Jay McCormack and Steven Beyerlein
Department of Mechanical Engineering
University of Idaho Moscow, ID 83844
Email: mccormack@uidaho.edu and sbeyer@uidaho.edu
Denny Davis
Engineering Education Research Center
Washington State University Pullman, WA 99164
Email: davis@wsu.edu
Howard Davis
School of Chemical Engineering Bioengineering
Washington State University Pullman, WA 99164
Email: davish@wsu.edu
Patsy Brackin
Department of Mechanical Engineering
Rose-Hulman Institute of Technology Terre Haute, IN 47803
Email: brackin@rose-hulman.edu
Robert Gerlick
Mechanical Engineering Technology
Pittsburg State University Pittsburg, Kansas
Email: rgerlick@pittstate.edu
Paul Leiffer
Department of Engineering
LeTourneau University Longview, TX 75607
Email: paulleiffer@letu.edu
Michael Trevisan and Jennifer Lebeau
Learning and Performance Research Center
Washington State University Pullman, WA 99164-2136
Email: trevisan@wsu.edu and jlebeau@wsu.edu
Susannah Howe
Picker Engineering Program
Smith College Northampton, Massachusetts 01063
Email: showe@smith.edu
Phillip Thompson
Dept. of Civil and Environmental Engineering
Seattle University Seattle, WA 98122
Email: thompson@seattleu.edu
Javed Khan
Aerospace Science Engineering
Tuskegee University Tuskegee, AL 36088
Email: mjkhan@mytu.tuskegee.edu
Abstract
Engineering ethics is recognized as a valued topic in industry and education but is difficult to teach and assess. This paper presents a web-based professional responsibility instrument and accompanying rubric, which is used to assess student understanding and skill at identifying and discussing areas of strength and opportunity in an ethical case taken from the student’s project. Students completing the assignment most frequently rated work competence as both highly important and a team strength while issues of sustainability were least frequently cited. The scored results of this assignment showed students were moderately effective at relating ethical issues to situations within their projects as well as addressing them responsibly.

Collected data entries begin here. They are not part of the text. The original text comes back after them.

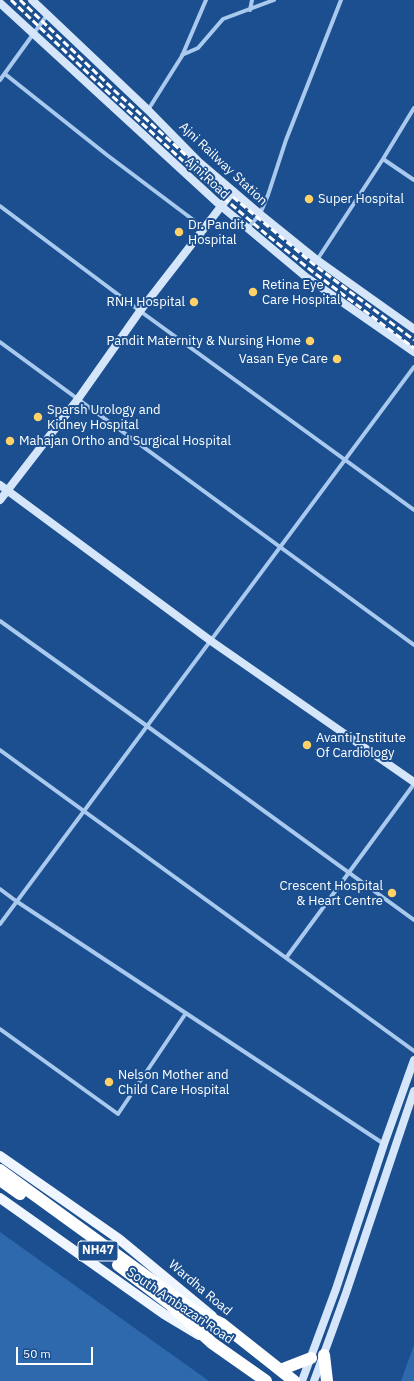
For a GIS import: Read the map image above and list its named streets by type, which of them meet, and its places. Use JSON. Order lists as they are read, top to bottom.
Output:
{
  "streets": {
    "highway": ["NH47", "Wardha Road", "South Ambazari Road"],
    "main road": ["Ajni Railway Station", "Ajni Road"]
  },
  "crossings": [
    ["NH47", "Wardha Road"],
    ["NH47", "South Ambazari Road"]
  ],
  "places": [
    "Super Hospital",
    "Dr. Pandit Hospital",
    "Retina Eye Care Hospital",
    "RNH Hospital",
    "Pandit Maternity & Nursing Home",
    "Vasan Eye Care",
    "Sparsh Urology and Kidney Hospital",
    "Mahajan Ortho and Surgical Hospital",
    "Avanti Institute Of Cardiology",
    "Crescent Hospital & Heart Centre",
    "Nelson Mother and Child Care Hospital"
  ],
  "scale_bar": "50 m"
}
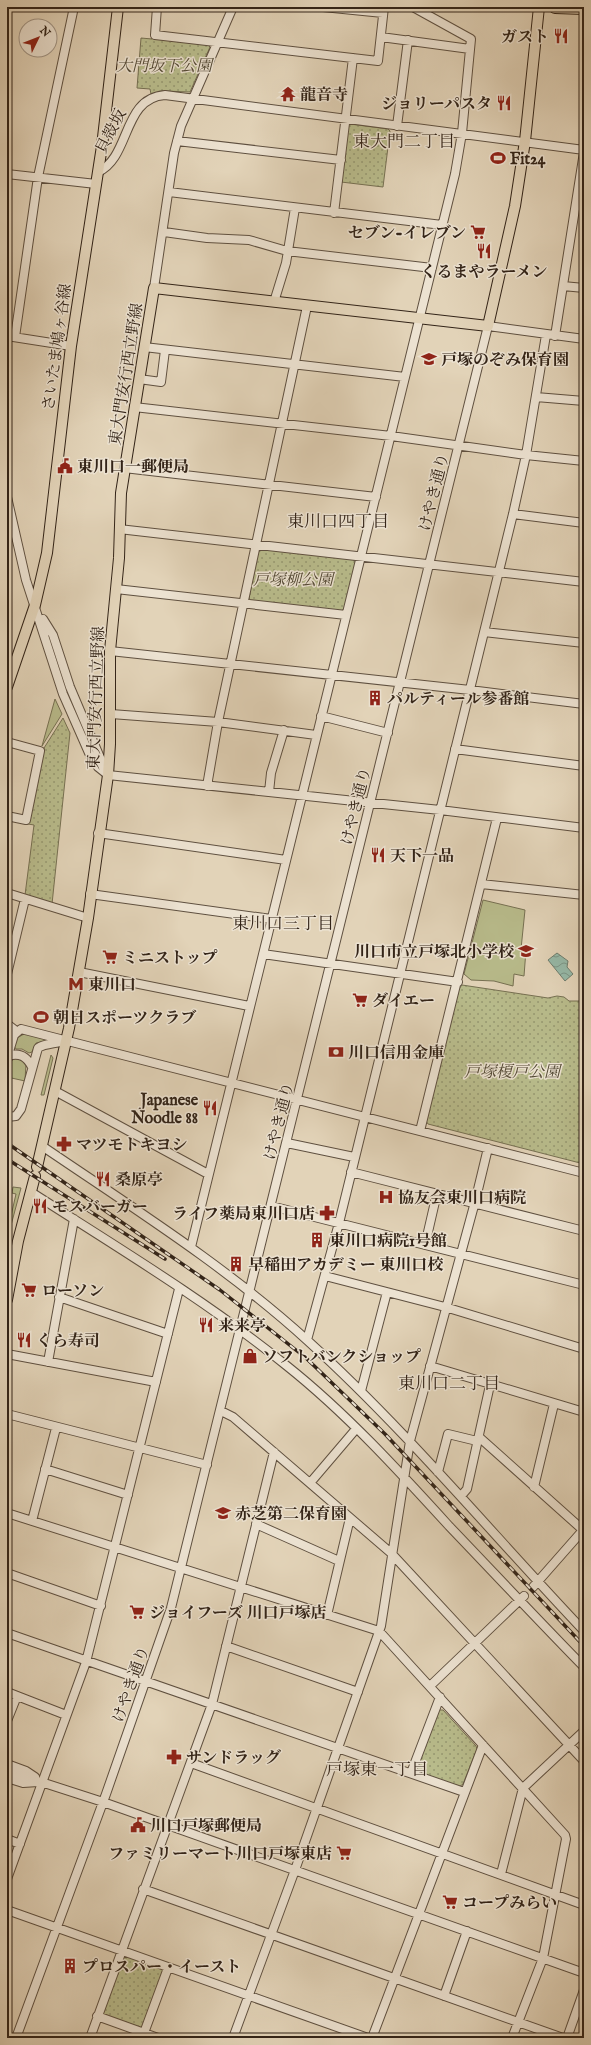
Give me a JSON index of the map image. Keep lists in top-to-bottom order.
{
  "streets": {
    "main road": ["さいたま鳩ヶ谷線", "東大門安行西立野線"],
    "street": ["貝殻坂", "けやき通り"]
  },
  "crossings": [
    ["貝殻坂", "さいたま鳩ヶ谷線"],
    ["東大門安行西立野線", "けやき通り"]
  ],
  "districts": [
    "東大門二丁目",
    "東川口四丁目",
    "東川口三丁目",
    "東川口二丁目",
    "戸塚東一丁目"
  ],
  "parks": ["大門坂下公園", "戸塚柳公園", "戸塚榎戸公園"],
  "places": {
    "restaurant": [
      "ガスト",
      "ジョリーパスタ",
      "くるまやラーメン",
      "天下一品",
      "Japanese Noodle 88",
      "桑原亭",
      "モスバーガー",
      "来来亭",
      "くら寿司"
    ],
    "temple": ["龍音寺"],
    "sports": ["Fit24", "朝日スポーツクラブ"],
    "supermarket": [
      "セブン-イレブン",
      "ミニストップ",
      "ダイエー",
      "ローソン",
      "ジョイフーズ 川口戸塚店",
      "ファミリーマート川口戸塚東店",
      "コープみらい"
    ],
    "school or university": ["戸塚のぞみ保育園", "川口市立戸塚北小学校", "赤芝第二保育園"],
    "public building": ["東川口一郵便局", "川口戸塚郵便局"],
    "building": [
      "パルティール参番館",
      "東川口病院1号館",
      "早稲田アカデミー 東川口校",
      "プロスパー・イースト"
    ],
    "metro station": ["東川口"],
    "bank": ["川口信用金庫"],
    "pharmacy": ["マツモトキヨシ", "ライフ薬局東川口店", "サンドラッグ"],
    "hospital": ["協友会東川口病院"],
    "shop": ["ソフトバンクショップ"]
  },
  "north": "top right"
}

In a post- assessment survey, students and faculty rated the assignment as somewhat accurate to mostly accurate and mostly accurate respectively. An inter-rater agreement study of the assessment showed that scorers were on average within one level of difference on the scoring rubric 97% of the time. Results of administering the assessment in a capstone course can be packaged and presented as part of a program accreditation self-study.